*Stored dataset items*.
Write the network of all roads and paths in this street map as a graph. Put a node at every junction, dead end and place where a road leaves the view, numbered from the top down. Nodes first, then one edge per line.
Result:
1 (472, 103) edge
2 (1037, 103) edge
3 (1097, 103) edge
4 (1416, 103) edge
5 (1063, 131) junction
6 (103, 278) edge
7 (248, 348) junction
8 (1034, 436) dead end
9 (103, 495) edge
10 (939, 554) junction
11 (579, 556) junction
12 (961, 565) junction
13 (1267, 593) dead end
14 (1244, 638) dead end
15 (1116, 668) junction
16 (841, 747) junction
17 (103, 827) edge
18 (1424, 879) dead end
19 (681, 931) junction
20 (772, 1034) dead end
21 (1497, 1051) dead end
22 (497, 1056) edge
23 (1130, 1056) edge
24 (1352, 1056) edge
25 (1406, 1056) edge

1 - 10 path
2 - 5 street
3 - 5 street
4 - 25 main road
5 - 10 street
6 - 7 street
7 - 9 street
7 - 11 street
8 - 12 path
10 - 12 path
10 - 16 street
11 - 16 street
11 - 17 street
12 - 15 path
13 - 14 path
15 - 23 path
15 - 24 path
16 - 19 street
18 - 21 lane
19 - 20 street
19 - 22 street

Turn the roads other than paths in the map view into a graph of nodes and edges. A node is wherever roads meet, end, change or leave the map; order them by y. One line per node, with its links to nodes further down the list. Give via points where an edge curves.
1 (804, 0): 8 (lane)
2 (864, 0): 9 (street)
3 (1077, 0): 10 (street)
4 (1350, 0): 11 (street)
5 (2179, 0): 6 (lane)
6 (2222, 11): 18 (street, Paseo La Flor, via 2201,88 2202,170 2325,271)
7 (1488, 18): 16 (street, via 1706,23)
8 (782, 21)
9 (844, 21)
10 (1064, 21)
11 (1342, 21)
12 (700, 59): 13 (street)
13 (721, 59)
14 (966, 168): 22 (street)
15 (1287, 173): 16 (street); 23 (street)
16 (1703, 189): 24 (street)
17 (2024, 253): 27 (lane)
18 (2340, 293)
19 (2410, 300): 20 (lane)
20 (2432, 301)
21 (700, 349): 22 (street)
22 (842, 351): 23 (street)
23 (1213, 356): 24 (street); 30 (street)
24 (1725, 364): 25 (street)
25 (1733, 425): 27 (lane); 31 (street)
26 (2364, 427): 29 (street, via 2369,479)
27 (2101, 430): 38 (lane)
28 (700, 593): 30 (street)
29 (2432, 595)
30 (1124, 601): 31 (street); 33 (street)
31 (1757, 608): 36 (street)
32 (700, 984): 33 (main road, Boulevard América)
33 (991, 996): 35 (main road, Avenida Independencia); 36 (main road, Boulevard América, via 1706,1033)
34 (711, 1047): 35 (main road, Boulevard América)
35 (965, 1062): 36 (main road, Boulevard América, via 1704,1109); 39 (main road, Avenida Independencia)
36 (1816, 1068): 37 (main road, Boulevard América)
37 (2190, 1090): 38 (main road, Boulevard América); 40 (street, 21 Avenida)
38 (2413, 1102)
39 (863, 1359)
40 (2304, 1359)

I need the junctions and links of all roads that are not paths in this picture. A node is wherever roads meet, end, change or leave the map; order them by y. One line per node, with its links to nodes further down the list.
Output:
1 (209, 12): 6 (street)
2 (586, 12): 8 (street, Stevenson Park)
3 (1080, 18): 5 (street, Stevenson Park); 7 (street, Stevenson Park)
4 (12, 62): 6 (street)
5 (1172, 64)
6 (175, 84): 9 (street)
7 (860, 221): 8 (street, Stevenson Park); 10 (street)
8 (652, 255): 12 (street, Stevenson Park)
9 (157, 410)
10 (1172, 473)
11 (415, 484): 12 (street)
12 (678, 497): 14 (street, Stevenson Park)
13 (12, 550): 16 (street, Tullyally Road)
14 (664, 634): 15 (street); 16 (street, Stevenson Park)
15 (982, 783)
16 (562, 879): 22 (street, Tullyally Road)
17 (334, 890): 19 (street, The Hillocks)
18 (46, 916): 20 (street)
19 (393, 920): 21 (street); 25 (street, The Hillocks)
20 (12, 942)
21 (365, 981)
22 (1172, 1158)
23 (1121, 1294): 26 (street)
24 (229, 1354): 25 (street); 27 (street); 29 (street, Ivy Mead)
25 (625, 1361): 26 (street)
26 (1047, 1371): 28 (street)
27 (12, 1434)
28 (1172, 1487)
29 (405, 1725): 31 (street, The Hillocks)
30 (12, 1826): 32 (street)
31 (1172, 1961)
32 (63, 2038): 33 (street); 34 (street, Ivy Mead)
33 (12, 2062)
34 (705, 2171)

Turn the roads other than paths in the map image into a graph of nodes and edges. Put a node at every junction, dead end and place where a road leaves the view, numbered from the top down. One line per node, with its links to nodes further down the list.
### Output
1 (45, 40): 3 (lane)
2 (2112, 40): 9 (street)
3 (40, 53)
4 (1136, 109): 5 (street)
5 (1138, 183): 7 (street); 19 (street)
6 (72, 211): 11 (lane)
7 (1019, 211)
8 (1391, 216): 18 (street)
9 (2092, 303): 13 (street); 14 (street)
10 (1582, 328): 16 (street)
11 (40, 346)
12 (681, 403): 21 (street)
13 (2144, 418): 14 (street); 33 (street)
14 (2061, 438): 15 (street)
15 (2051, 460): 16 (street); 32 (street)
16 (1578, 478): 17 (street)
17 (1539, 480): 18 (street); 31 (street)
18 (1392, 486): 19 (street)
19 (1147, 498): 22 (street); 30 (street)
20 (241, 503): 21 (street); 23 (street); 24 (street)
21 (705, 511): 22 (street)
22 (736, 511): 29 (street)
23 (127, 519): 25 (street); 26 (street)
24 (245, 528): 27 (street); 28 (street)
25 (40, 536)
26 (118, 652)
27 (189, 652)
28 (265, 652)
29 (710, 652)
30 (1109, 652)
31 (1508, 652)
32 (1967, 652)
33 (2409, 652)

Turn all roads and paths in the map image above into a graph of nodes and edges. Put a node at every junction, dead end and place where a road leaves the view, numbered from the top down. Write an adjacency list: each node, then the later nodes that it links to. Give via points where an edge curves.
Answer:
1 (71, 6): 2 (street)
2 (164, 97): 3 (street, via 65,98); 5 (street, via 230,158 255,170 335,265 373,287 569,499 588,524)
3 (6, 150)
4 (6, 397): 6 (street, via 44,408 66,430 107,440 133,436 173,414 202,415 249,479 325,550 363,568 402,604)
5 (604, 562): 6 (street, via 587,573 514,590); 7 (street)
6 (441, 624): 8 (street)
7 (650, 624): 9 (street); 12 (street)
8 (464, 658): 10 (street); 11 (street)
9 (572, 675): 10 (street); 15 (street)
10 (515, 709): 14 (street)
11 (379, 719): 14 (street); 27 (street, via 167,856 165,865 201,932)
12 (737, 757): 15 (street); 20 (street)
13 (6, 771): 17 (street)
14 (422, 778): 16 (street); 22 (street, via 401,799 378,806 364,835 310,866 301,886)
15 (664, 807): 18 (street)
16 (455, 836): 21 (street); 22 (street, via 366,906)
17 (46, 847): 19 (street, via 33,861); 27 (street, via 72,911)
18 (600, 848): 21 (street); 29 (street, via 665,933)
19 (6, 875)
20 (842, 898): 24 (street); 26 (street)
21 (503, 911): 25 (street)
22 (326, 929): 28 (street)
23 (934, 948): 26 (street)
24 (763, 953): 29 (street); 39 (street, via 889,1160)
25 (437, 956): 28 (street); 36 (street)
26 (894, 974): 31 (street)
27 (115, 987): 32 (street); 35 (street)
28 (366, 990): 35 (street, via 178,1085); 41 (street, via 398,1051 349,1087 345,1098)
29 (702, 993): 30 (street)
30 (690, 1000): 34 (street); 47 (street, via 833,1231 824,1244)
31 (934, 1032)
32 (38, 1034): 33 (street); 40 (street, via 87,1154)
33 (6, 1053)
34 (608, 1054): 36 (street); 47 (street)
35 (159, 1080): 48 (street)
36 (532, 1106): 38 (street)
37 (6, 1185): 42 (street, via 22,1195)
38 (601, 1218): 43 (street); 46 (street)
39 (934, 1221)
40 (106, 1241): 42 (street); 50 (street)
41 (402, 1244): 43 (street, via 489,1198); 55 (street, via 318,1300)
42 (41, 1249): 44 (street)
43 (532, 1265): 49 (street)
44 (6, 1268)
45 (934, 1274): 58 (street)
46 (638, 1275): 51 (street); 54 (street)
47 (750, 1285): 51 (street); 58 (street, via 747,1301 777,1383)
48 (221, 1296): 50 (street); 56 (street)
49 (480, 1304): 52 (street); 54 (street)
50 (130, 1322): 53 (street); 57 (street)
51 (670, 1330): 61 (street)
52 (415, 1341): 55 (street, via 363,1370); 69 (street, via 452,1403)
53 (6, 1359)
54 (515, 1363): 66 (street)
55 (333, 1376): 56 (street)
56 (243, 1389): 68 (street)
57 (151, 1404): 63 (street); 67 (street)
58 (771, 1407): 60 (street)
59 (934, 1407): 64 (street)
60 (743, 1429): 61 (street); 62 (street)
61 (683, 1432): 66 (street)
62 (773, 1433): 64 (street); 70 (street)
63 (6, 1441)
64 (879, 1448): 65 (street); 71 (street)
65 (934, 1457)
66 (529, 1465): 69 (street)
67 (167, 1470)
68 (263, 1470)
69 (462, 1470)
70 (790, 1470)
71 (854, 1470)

*Your goal*.
Check each line of the records for the string "with" and copy those that have it.

*Answer box*.
Turn the roads other than paths in the map view into a graph of nodes and edges. A node is wherever roads meet, end, change or leave the map; order them by y. One line per node, with its links to nodes further down the list. Give via points where an edge curves.
I need the junctions and links of all roads that are not paths in this picture. A node is wherever roads meet, end, change or leave the map; order them by y. One line per node, with its links to nodes further down the list.
Turn the roads other than paths in the map image into a graph of nodes and edges. Put a node at every junction, dead end and place where a road leaves the view, numbered from the top down. One line per node, with its links to nodes further down the list.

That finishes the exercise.